**Problem to solve**. Would you reproduce every record exactly, leaving out the pictures?

**Record extracts**.
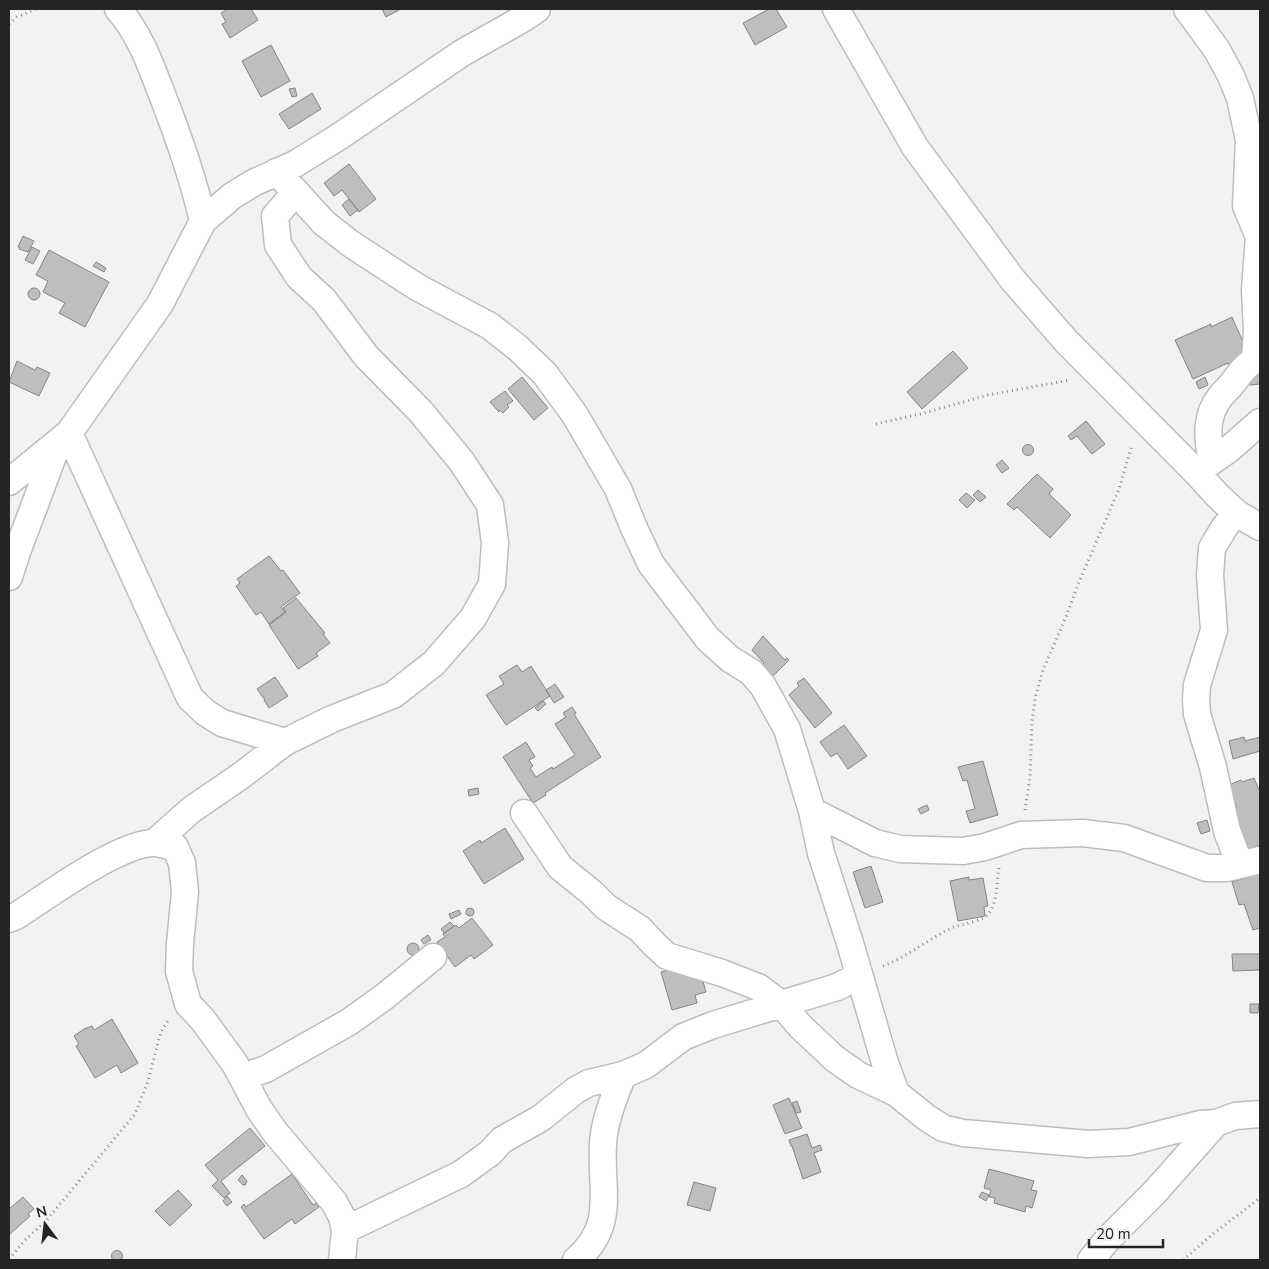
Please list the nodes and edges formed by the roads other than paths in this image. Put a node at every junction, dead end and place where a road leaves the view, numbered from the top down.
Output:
1 (118, 9) edge
2 (537, 9) edge
3 (836, 9) edge
4 (1187, 9) edge
5 (1250, 96) edge
6 (276, 172) junction
7 (296, 192) junction
8 (203, 220) junction
9 (1260, 422) edge
10 (64, 438) junction
11 (1204, 466) junction
12 (9, 482) edge
13 (1236, 513) junction
14 (1260, 527) edge
15 (9, 577) edge
16 (285, 742) junction
17 (812, 811) junction
18 (524, 813) dead end
19 (154, 843) junction
20 (1250, 863) edge
21 (9, 919) edge
22 (433, 957) dead end
23 (859, 976) junction
24 (780, 1004) junction
25 (623, 1075) junction
26 (242, 1077) junction
27 (896, 1093) junction
28 (1260, 1114) edge
29 (1216, 1123) junction
30 (345, 1230) junction
31 (342, 1260) edge
32 (576, 1260) edge
33 (1091, 1260) edge

1 - 8 street
2 - 6 street
3 - 11 street
4 - 5 street
5 - 11 street
6 - 7 street
6 - 8 street
7 - 16 street
7 - 17 street
8 - 10 street
9 - 11 street
10 - 12 street
10 - 15 street
10 - 16 street
11 - 13 street
13 - 14 street
13 - 20 street
16 - 19 street
17 - 20 street
17 - 23 street
18 - 24 street
19 - 21 street
19 - 26 street
22 - 26 street
23 - 24 street
23 - 27 street
24 - 25 street
24 - 27 street
25 - 30 street
25 - 32 street
26 - 30 street
27 - 29 street
28 - 29 street
29 - 33 street
30 - 31 street

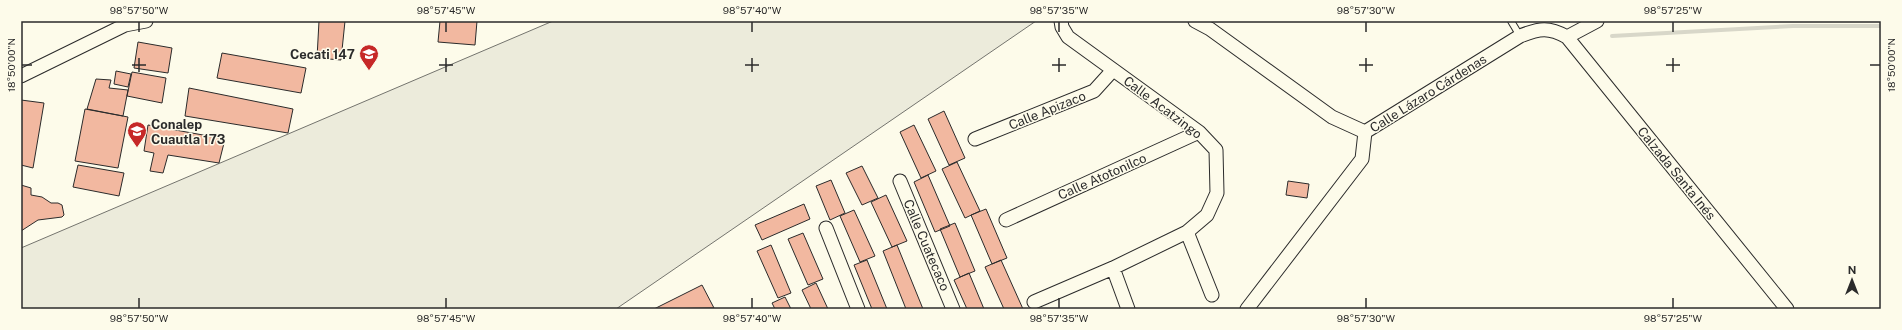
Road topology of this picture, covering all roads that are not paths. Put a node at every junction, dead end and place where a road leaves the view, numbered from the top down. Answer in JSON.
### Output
{"nodes":[{"id":1,"x":146,"y":21,"type":"edge"},
{"id":2,"x":1195,"y":21,"type":"edge"},
{"id":3,"x":1511,"y":21,"type":"edge"},
{"id":4,"x":1596,"y":21,"type":"edge"},
{"id":5,"x":1061,"y":24,"type":"edge"},
{"id":6,"x":1520,"y":36,"type":"junction"},
{"id":7,"x":1567,"y":37,"type":"junction"},
{"id":8,"x":1113,"y":70,"type":"junction"},
{"id":9,"x":21,"y":76,"type":"edge"},
{"id":10,"x":1199,"y":132,"type":"junction"},
{"id":11,"x":1365,"y":132,"type":"junction"},
{"id":12,"x":975,"y":140,"type":"dead end"},
{"id":13,"x":900,"y":181,"type":"dead end"},
{"id":14,"x":1006,"y":220,"type":"dead end"},
{"id":15,"x":826,"y":228,"type":"dead end"},
{"id":16,"x":1187,"y":232,"type":"junction"},
{"id":17,"x":1113,"y":268,"type":"junction"},
{"id":18,"x":1212,"y":295,"type":"dead end"},
{"id":19,"x":1034,"y":302,"type":"dead end"},
{"id":20,"x":858,"y":309,"type":"edge"},
{"id":21,"x":953,"y":309,"type":"edge"},
{"id":22,"x":1128,"y":309,"type":"edge"},
{"id":23,"x":1247,"y":309,"type":"edge"},
{"id":24,"x":1787,"y":309,"type":"edge"}],
"edges":[{"from":1,"to":9,"type":"street"},
{"from":2,"to":11,"type":"street","name":"Calle Lázaro Cárdenas"},
{"from":3,"to":6,"type":"lane"},
{"from":4,"to":7,"type":"street"},
{"from":5,"to":8,"type":"street","name":"Calle Acatzingo"},
{"from":6,"to":7,"type":"street","name":"Calle Lázaro Cárdenas"},
{"from":6,"to":11,"type":"street","name":"Calle Lázaro Cárdenas"},
{"from":7,"to":24,"type":"street","name":"Calzada Santa Inés"},
{"from":8,"to":10,"type":"street","name":"Calle Acatzingo"},
{"from":8,"to":12,"type":"street","name":"Calle Apizaco"},
{"from":10,"to":14,"type":"street","name":"Calle Atotonilco"},
{"from":10,"to":16,"type":"street","name":"Calle Acatzingo"},
{"from":11,"to":23,"type":"street"},
{"from":13,"to":21,"type":"street","name":"Calle Cuatecaco"},
{"from":15,"to":20,"type":"street"},
{"from":16,"to":17,"type":"street","name":"Calle Acatzingo"},
{"from":16,"to":18,"type":"street"},
{"from":17,"to":19,"type":"street","name":"Calle Acatzingo"},
{"from":17,"to":22,"type":"street"}]}
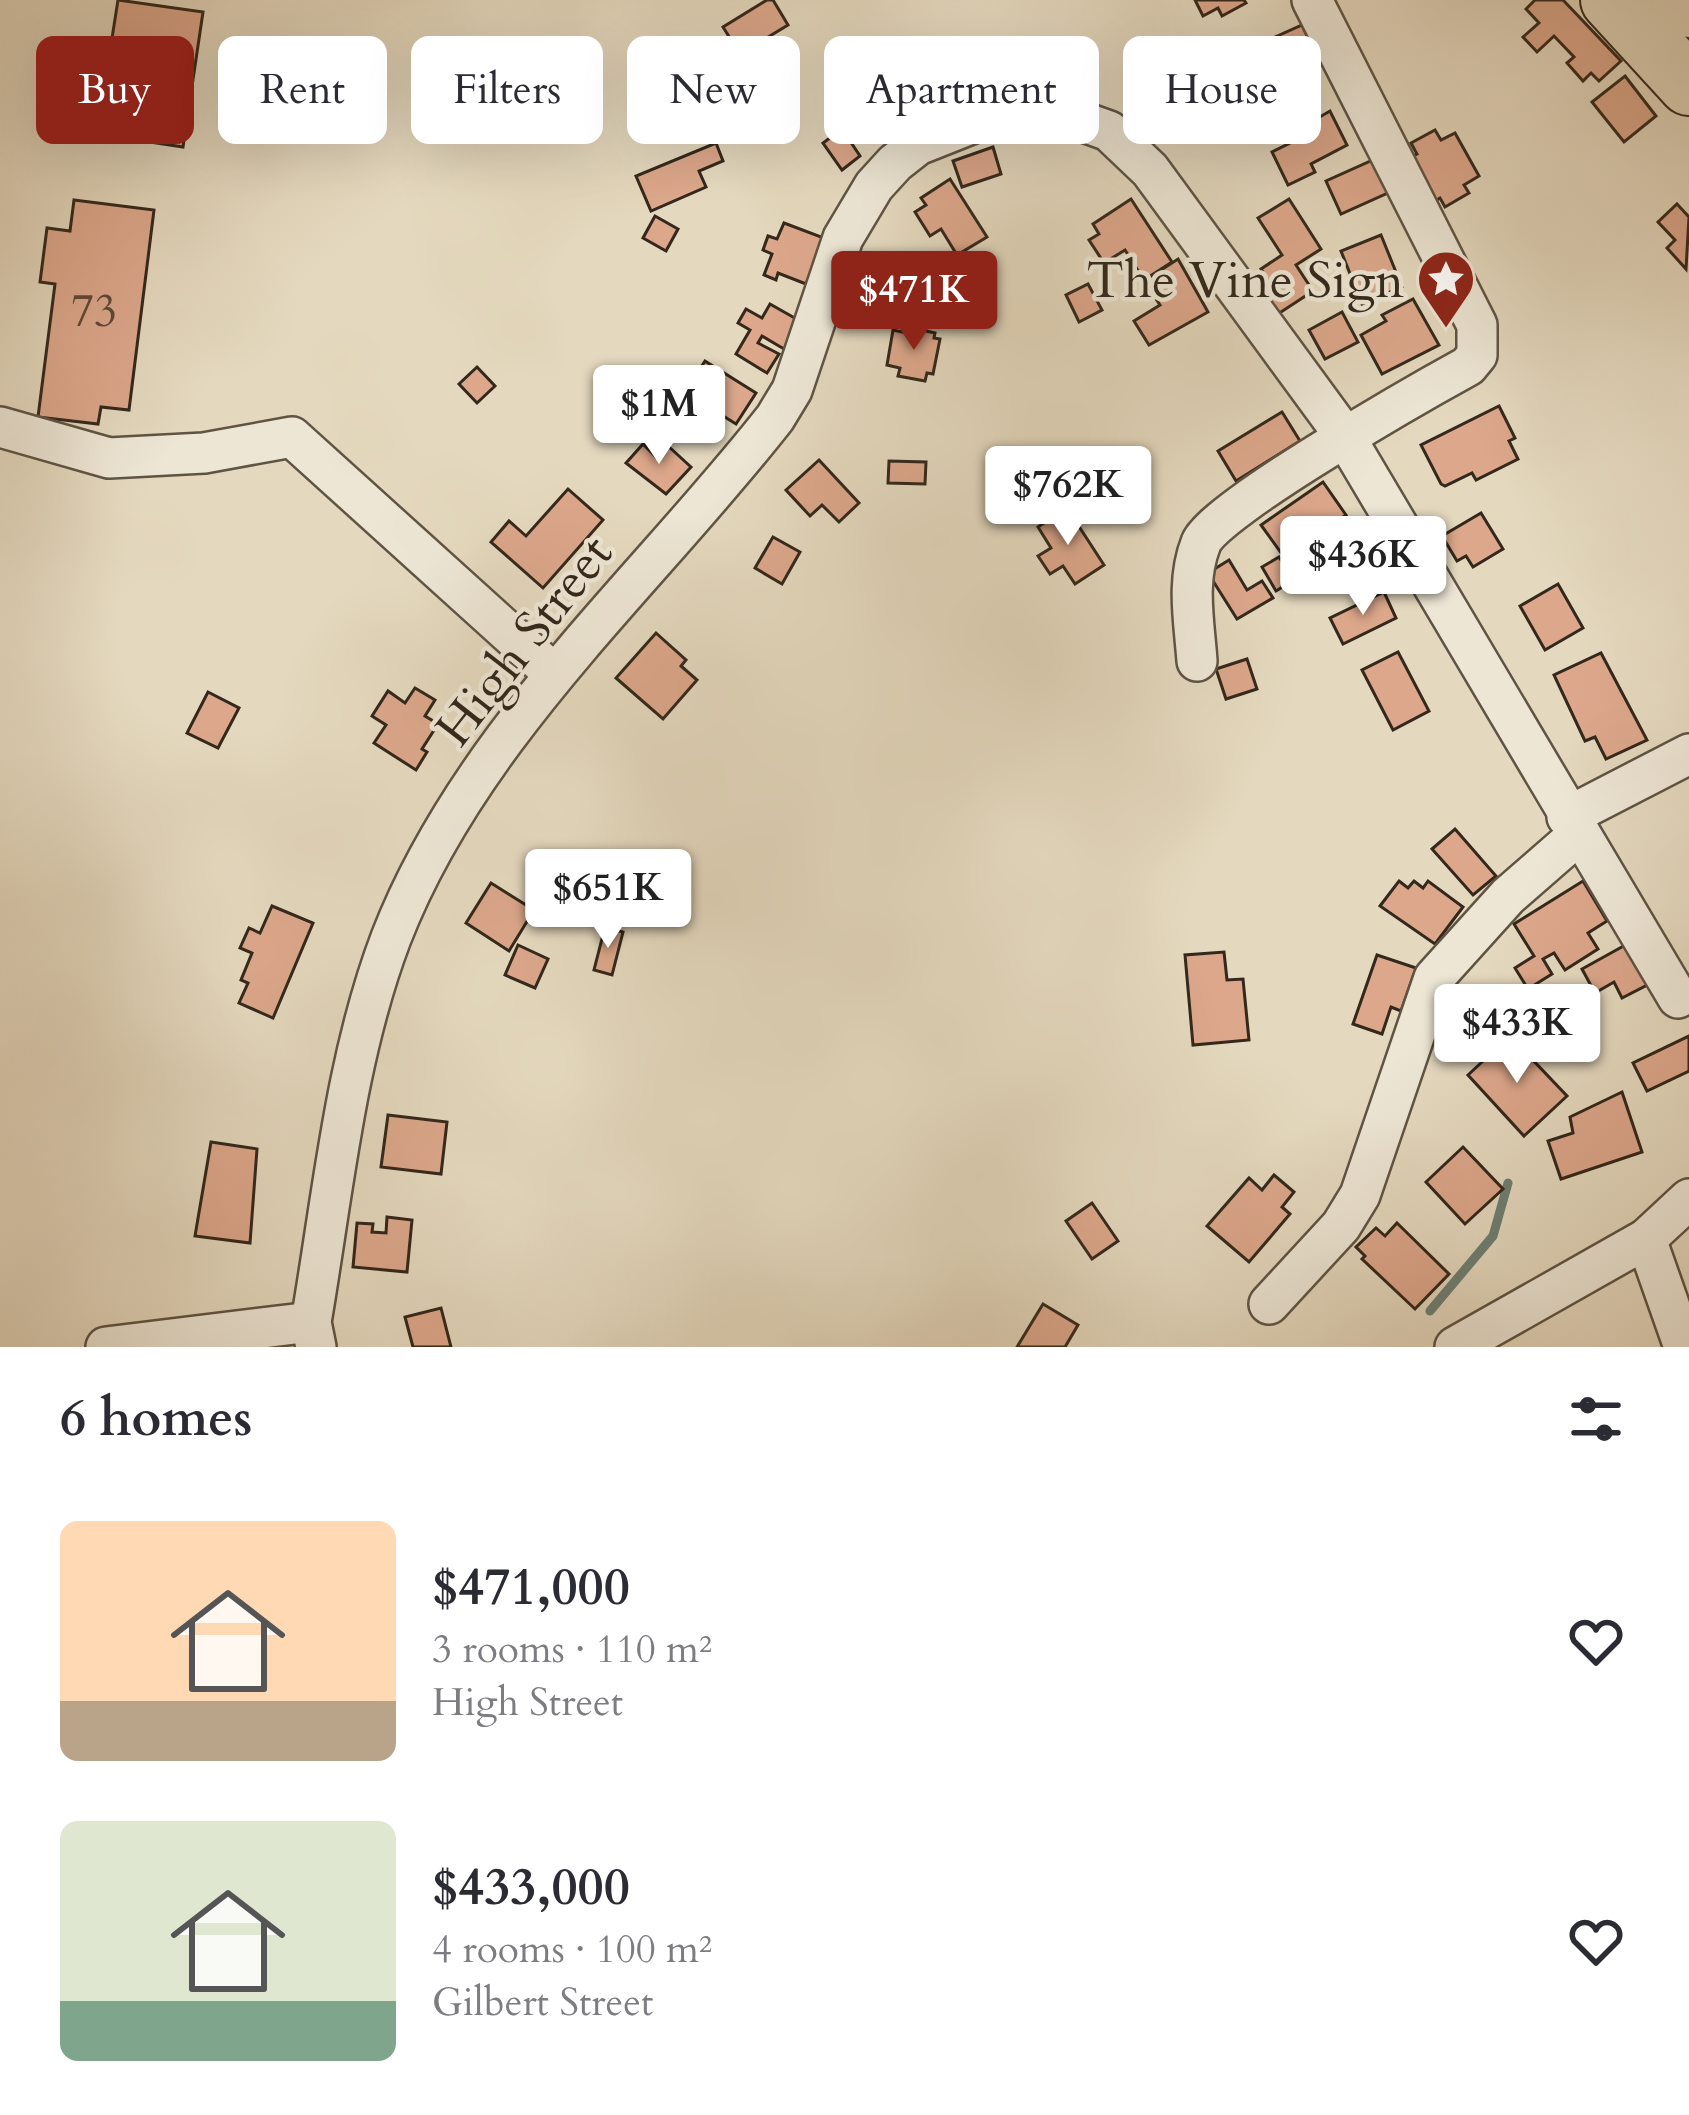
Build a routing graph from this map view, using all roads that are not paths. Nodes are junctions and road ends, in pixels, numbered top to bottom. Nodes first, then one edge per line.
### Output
1 (1312, 0) edge
2 (1611, 0) edge
3 (1682, 0) edge
4 (1689, 7) edge
5 (1689, 85) edge
6 (0, 427) edge
7 (1344, 435) junction
8 (1197, 661) dead end
9 (553, 673) junction
10 (1689, 754) edge
11 (1573, 826) junction
12 (1678, 998) dead end
13 (1689, 1199) edge
14 (1646, 1239) junction
15 (1269, 1304) dead end
16 (314, 1334) edge
17 (106, 1347) edge
18 (1455, 1347) edge
19 (1684, 1347) edge

1 - 7 street
2 - 5 highway
3 - 4 highway
6 - 9 street
7 - 8 street
7 - 9 street, High Street
7 - 11 street, High Street
9 - 16 street, High Street
10 - 11 street
11 - 12 street, High Street
11 - 15 street
13 - 14 street
14 - 18 street
14 - 19 street
16 - 17 street

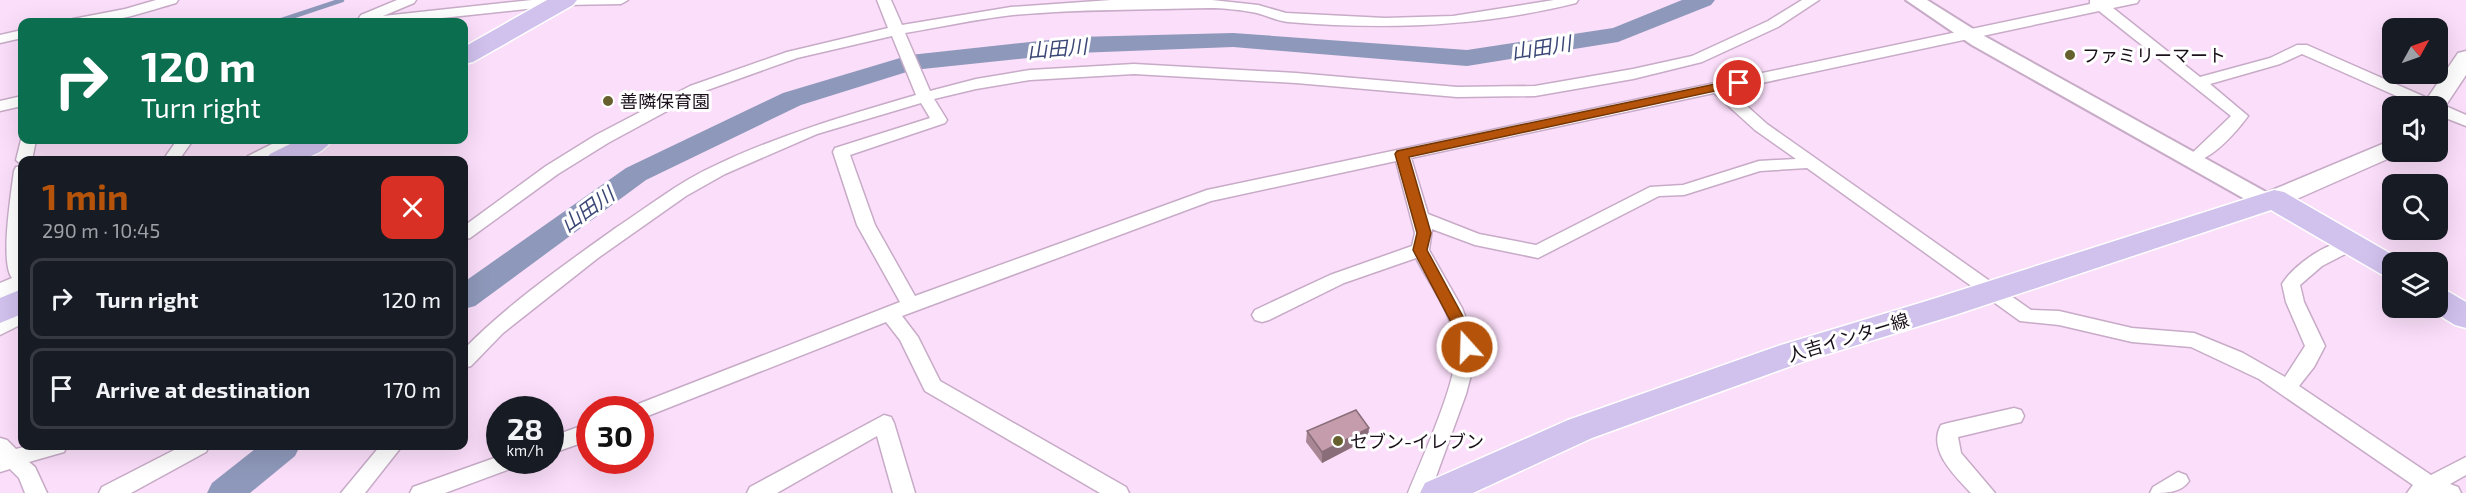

**Your response**.
Please list the nodes and edges formed by the roads other than paths in this image. Put a node at every junction, dead end and place where a road leaves the view, numbered from the top down.
Output:
1 (118, 9) edge
2 (537, 9) edge
3 (836, 9) edge
4 (1187, 9) edge
5 (1250, 96) edge
6 (276, 172) junction
7 (296, 192) junction
8 (203, 220) junction
9 (1260, 422) edge
10 (64, 438) junction
11 (1204, 466) junction
12 (9, 482) edge
13 (1236, 513) junction
14 (1260, 527) edge
15 (9, 577) edge
16 (285, 742) junction
17 (812, 811) junction
18 (524, 813) dead end
19 (154, 843) junction
20 (1250, 863) edge
21 (9, 919) edge
22 (433, 957) dead end
23 (859, 976) junction
24 (780, 1004) junction
25 (623, 1075) junction
26 (242, 1077) junction
27 (896, 1093) junction
28 (1260, 1114) edge
29 (1216, 1123) junction
30 (345, 1230) junction
31 (342, 1260) edge
32 (576, 1260) edge
33 (1091, 1260) edge

1 - 8 street
2 - 6 street
3 - 11 street
4 - 5 street
5 - 11 street
6 - 7 street
6 - 8 street
7 - 16 street
7 - 17 street
8 - 10 street
9 - 11 street
10 - 12 street
10 - 15 street
10 - 16 street
11 - 13 street
13 - 14 street
13 - 20 street
16 - 19 street
17 - 20 street
17 - 23 street
18 - 24 street
19 - 21 street
19 - 26 street
22 - 26 street
23 - 24 street
23 - 27 street
24 - 25 street
24 - 27 street
25 - 30 street
25 - 32 street
26 - 30 street
27 - 29 street
28 - 29 street
29 - 33 street
30 - 31 street

Road topology of this picture, covering all roads that are not paths. Put a node at every junction, dead end and place where a road leaves the view, numbered from the top down. Answer in JSON.
### Output
{"nodes":[{"id":1,"x":146,"y":21,"type":"edge"},
{"id":2,"x":1195,"y":21,"type":"edge"},
{"id":3,"x":1511,"y":21,"type":"edge"},
{"id":4,"x":1596,"y":21,"type":"edge"},
{"id":5,"x":1061,"y":24,"type":"edge"},
{"id":6,"x":1520,"y":36,"type":"junction"},
{"id":7,"x":1567,"y":37,"type":"junction"},
{"id":8,"x":1113,"y":70,"type":"junction"},
{"id":9,"x":21,"y":76,"type":"edge"},
{"id":10,"x":1199,"y":132,"type":"junction"},
{"id":11,"x":1365,"y":132,"type":"junction"},
{"id":12,"x":975,"y":140,"type":"dead end"},
{"id":13,"x":900,"y":181,"type":"dead end"},
{"id":14,"x":1006,"y":220,"type":"dead end"},
{"id":15,"x":826,"y":228,"type":"dead end"},
{"id":16,"x":1187,"y":232,"type":"junction"},
{"id":17,"x":1113,"y":268,"type":"junction"},
{"id":18,"x":1212,"y":295,"type":"dead end"},
{"id":19,"x":1034,"y":302,"type":"dead end"},
{"id":20,"x":858,"y":309,"type":"edge"},
{"id":21,"x":953,"y":309,"type":"edge"},
{"id":22,"x":1128,"y":309,"type":"edge"},
{"id":23,"x":1247,"y":309,"type":"edge"},
{"id":24,"x":1787,"y":309,"type":"edge"}],
"edges":[{"from":1,"to":9,"type":"street"},
{"from":2,"to":11,"type":"street","name":"Calle Lázaro Cárdenas"},
{"from":3,"to":6,"type":"lane"},
{"from":4,"to":7,"type":"street"},
{"from":5,"to":8,"type":"street","name":"Calle Acatzingo"},
{"from":6,"to":7,"type":"street","name":"Calle Lázaro Cárdenas"},
{"from":6,"to":11,"type":"street","name":"Calle Lázaro Cárdenas"},
{"from":7,"to":24,"type":"street","name":"Calzada Santa Inés"},
{"from":8,"to":10,"type":"street","name":"Calle Acatzingo"},
{"from":8,"to":12,"type":"street","name":"Calle Apizaco"},
{"from":10,"to":14,"type":"street","name":"Calle Atotonilco"},
{"from":10,"to":16,"type":"street","name":"Calle Acatzingo"},
{"from":11,"to":23,"type":"street"},
{"from":13,"to":21,"type":"street","name":"Calle Cuatecaco"},
{"from":15,"to":20,"type":"street"},
{"from":16,"to":17,"type":"street","name":"Calle Acatzingo"},
{"from":16,"to":18,"type":"street"},
{"from":17,"to":19,"type":"street","name":"Calle Acatzingo"},
{"from":17,"to":22,"type":"street"}]}
Build a routing graph from this map view, using all roads that are not paths. Nodes are junctions and road ends, in pixels, numbered top to bottom. Nodes first, then one edge per line.
### Output
1 (1312, 0) edge
2 (1611, 0) edge
3 (1682, 0) edge
4 (1689, 7) edge
5 (1689, 85) edge
6 (0, 427) edge
7 (1344, 435) junction
8 (1197, 661) dead end
9 (553, 673) junction
10 (1689, 754) edge
11 (1573, 826) junction
12 (1678, 998) dead end
13 (1689, 1199) edge
14 (1646, 1239) junction
15 (1269, 1304) dead end
16 (314, 1334) edge
17 (106, 1347) edge
18 (1455, 1347) edge
19 (1684, 1347) edge

1 - 7 street
2 - 5 highway
3 - 4 highway
6 - 9 street
7 - 8 street
7 - 9 street, High Street
7 - 11 street, High Street
9 - 16 street, High Street
10 - 11 street
11 - 12 street, High Street
11 - 15 street
13 - 14 street
14 - 18 street
14 - 19 street
16 - 17 street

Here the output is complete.